Le brouillage de la distinction entre nationalisme multi-ethnique, multiculturalisme libéral et nationalisme d’Etat est éclairé par la position du politologue Shi Cheng-feng. Tout en critiquant les effets niveleurs et oppressifs des ethnonationalismes chinois et taiwanais, celui-ci refuse d’abandonner complètement l’ethnicité, tout du moins perçue comme un élément cristallisateur du nationalisme. De son point de vue, le besoin psychologique d’une identité ethnique ne doit pas être sous-estimé. Il est alors important de reconnaître que Taiwan est une société multi-ethnique et multiculturelle. La (nouvelle) Constitution nationale doit par conséquent protéger les droits des minorités et garantir les différentes identités ethniques ou culturelles. Par ailleurs, elle doit assurer le droit de changer d’identité ethnique auquel peut prétendre, par principe, tout individu qui en exprime le désir. Shi Cheng-feng rejette sans équivoque le primordialisme ethnique ou culturel et, pour lui, le nationalisme taiwanais doit se baser sur le multiculturalisme libéral et la citoyenneté. La conscience taiwanaise doit se construire avant tout sur l’attachement de chaque Taiwanais à son pays, et non sur l’ethnicité. En définitive, l’auteur milite explicitement pour une nation taiwanaise définie par une identité trans-ethnique (chaoyue zuqun de gongtong rentong) qui reposerait sur les droits des citoyens, la mémoire de leur histoire commune et, plus important encore, le désir partagé de participer au développement du système politique, du tissu économique et de l’univers culturel de l’île (29). A ce point du raisonnement, le nationalisme multi-ethnique s’est quasiment transformé en nationalisme politique, sinon en communautarisme moderne.
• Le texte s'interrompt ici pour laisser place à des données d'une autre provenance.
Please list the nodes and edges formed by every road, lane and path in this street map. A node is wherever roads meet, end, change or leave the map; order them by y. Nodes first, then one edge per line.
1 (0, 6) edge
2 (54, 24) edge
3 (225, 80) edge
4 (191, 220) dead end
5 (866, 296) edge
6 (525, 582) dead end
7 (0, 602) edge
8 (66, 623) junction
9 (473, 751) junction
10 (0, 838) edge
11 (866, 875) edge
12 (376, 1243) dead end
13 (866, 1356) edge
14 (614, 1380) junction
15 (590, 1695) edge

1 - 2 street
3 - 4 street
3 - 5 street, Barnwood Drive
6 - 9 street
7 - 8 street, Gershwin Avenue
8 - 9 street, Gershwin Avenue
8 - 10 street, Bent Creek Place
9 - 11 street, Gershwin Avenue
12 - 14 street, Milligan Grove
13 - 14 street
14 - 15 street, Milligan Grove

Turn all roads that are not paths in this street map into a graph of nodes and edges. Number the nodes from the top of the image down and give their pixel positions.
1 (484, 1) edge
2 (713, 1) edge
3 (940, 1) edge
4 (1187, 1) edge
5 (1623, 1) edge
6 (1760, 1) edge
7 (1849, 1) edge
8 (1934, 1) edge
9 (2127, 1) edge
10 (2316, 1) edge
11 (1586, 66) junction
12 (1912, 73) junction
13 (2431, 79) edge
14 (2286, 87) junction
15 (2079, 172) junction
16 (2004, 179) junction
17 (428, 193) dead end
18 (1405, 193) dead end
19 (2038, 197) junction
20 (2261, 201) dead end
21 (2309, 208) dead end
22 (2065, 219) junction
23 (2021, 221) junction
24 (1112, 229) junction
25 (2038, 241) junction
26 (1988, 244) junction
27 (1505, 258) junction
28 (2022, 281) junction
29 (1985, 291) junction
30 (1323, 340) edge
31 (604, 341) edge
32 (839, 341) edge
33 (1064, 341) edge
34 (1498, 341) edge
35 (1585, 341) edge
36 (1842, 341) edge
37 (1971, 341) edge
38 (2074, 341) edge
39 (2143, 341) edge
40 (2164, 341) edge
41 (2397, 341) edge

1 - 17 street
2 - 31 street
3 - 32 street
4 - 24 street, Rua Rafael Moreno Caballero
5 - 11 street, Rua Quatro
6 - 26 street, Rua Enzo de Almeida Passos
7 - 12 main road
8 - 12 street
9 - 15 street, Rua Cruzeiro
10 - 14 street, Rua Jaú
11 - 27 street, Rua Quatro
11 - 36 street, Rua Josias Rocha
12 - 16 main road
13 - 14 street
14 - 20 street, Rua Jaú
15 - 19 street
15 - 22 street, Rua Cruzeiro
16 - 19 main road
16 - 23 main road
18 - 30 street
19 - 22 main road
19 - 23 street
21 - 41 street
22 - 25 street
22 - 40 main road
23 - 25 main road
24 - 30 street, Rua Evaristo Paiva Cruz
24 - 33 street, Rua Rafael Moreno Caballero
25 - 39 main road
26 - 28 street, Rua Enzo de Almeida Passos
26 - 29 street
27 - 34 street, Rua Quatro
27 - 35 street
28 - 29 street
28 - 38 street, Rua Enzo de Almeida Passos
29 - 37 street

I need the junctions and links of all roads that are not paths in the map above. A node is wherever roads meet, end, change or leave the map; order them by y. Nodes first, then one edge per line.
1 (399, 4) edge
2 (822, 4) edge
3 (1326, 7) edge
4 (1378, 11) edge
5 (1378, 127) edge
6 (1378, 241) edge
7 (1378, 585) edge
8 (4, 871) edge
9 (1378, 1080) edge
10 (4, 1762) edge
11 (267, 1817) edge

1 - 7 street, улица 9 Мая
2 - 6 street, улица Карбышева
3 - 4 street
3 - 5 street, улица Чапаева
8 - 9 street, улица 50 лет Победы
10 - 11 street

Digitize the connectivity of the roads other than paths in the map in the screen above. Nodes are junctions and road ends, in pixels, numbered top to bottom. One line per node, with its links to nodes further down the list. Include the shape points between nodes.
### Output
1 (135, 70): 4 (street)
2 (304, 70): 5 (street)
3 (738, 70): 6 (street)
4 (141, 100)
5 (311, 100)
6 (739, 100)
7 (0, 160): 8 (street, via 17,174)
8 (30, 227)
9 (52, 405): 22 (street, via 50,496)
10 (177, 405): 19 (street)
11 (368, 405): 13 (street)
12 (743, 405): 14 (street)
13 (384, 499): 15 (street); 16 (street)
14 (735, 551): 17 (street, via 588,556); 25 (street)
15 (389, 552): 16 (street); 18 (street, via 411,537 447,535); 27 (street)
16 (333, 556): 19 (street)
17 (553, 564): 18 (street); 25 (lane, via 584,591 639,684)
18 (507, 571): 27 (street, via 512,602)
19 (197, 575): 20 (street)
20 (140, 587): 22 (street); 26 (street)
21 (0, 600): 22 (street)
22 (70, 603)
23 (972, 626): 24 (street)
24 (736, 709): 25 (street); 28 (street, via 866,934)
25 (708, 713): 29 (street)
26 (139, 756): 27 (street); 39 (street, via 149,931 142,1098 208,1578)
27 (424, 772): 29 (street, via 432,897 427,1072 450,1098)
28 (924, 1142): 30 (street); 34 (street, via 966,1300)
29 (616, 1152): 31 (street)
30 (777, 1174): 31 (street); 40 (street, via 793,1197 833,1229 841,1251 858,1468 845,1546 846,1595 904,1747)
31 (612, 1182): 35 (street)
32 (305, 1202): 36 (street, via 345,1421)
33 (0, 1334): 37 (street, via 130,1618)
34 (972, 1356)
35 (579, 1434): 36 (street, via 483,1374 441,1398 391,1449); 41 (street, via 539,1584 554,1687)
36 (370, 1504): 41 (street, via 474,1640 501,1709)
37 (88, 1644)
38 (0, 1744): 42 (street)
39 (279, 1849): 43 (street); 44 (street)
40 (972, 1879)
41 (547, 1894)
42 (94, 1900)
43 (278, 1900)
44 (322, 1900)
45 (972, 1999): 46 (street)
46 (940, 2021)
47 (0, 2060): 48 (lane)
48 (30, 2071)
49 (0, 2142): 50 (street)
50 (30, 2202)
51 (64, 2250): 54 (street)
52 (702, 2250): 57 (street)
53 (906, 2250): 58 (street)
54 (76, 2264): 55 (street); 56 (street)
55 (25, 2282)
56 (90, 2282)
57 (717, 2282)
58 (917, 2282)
Le nationalisme politique ou d’Etat : allégeance constitutionnelle et construction d’un « nous » collectif

Nombre d’intellectuels évitèrent d’avoir à traiter des problèmes inhérents au nationalisme ethnique ou multi-ethnique en rejetant les deux concepts dès le départ. La vivacité du conflit politique entre continentaux et Taiwanais, l’émergence d’un mouvement aborigène après l’avènement de la démocratie, le « tournant ethnique » du début des années 1990 dans le discours sur le nationalisme taiwanais et l’identité nationale, et enfin l’affrontement idéologique entre le KMT et le PDP, en particulier durant les premières années de l’après 1986, tous ces événements furent interprétés en terme d’ethnicité: la position de ces intellectuels témoignait donc d’un certain courage et d’un puissant désir de se démarquer. Le nationalisme politique ou d’Etat, défini selon les termes du constitutionnalisme libéral, considère l’ethnicité comme un danger plutôt qu’une bénédiction pour la construction d’un Etat-nation stable et fort. En se faisant les promoteurs d’un nationalisme taiwanais fondé exclusivement sur le constitutionnalisme démocratique et l’égalité citoyenne, ces intellectuels se situent dans la continuité d’une vieille école de pensée politique, mais à l’évidence également en marge du courant intellectuel majoritaire de l’île. Les nationalistes libéraux taiwanais commencèrent néanmoins très tôt à faire connaître leur point de vue. Une analyse détaillée de la position du politologue Jiang Yihua, montre que ce concept comporte certaines limites théoriques et politiques, puisqu’il ne peut entièrement passer outre l’ethnicité sitôt qu’est abordé le dilemme de la construction d’un nationalisme taiwanais « sain ».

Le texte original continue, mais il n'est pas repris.